Work order. Transcribe every entry exactly, leaving out any pictures.
** Opening Supplied records block **
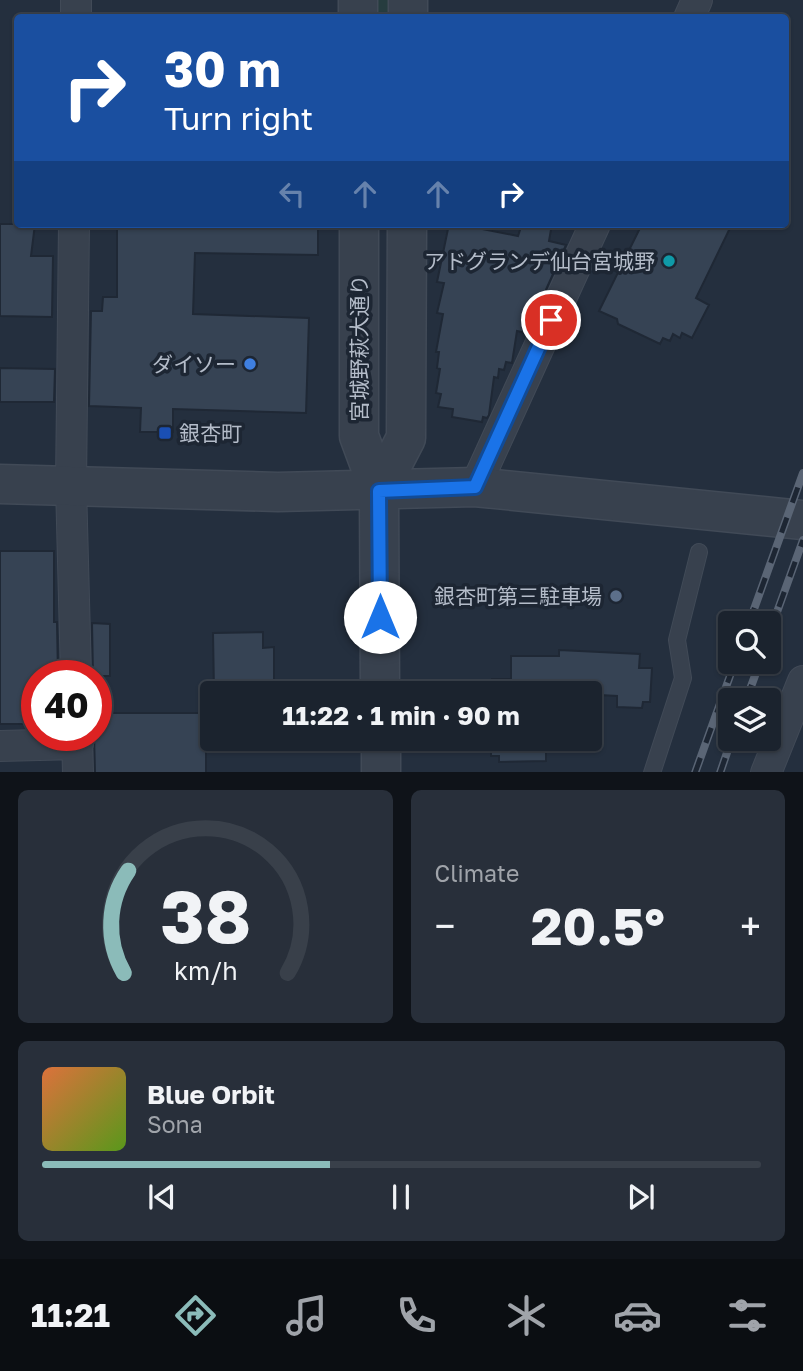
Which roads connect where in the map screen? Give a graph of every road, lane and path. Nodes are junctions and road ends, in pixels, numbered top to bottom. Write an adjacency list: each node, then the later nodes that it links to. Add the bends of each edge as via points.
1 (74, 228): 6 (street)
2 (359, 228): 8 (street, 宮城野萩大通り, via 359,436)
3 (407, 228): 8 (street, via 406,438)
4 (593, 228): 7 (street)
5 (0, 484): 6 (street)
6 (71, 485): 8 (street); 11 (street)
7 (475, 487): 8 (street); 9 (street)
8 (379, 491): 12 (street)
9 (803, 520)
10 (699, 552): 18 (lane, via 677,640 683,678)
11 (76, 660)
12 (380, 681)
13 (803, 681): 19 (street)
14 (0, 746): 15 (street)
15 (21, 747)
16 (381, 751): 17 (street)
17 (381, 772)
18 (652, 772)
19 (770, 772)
** Closing Supplied records block **
Answer space.
Which roads connect where in the map screen? Give a graph of every road, lane and path. Nodes are junctions and road ends, in pixels, numbered top to bottom. Write an adjacency list: each node, then the later nodes that it links to. Add the bends of each edge as via points.
1 (74, 228): 6 (street)
2 (359, 228): 8 (street, 宮城野萩大通り, via 359,436)
3 (407, 228): 8 (street, via 406,438)
4 (593, 228): 7 (street)
5 (0, 484): 6 (street)
6 (71, 485): 8 (street); 11 (street)
7 (475, 487): 8 (street); 9 (street)
8 (379, 491): 12 (street)
9 (803, 520)
10 (699, 552): 18 (lane, via 677,640 683,678)
11 (76, 660)
12 (380, 681)
13 (803, 681): 19 (street)
14 (0, 746): 15 (street)
15 (21, 747)
16 (381, 751): 17 (street)
17 (381, 772)
18 (652, 772)
19 (770, 772)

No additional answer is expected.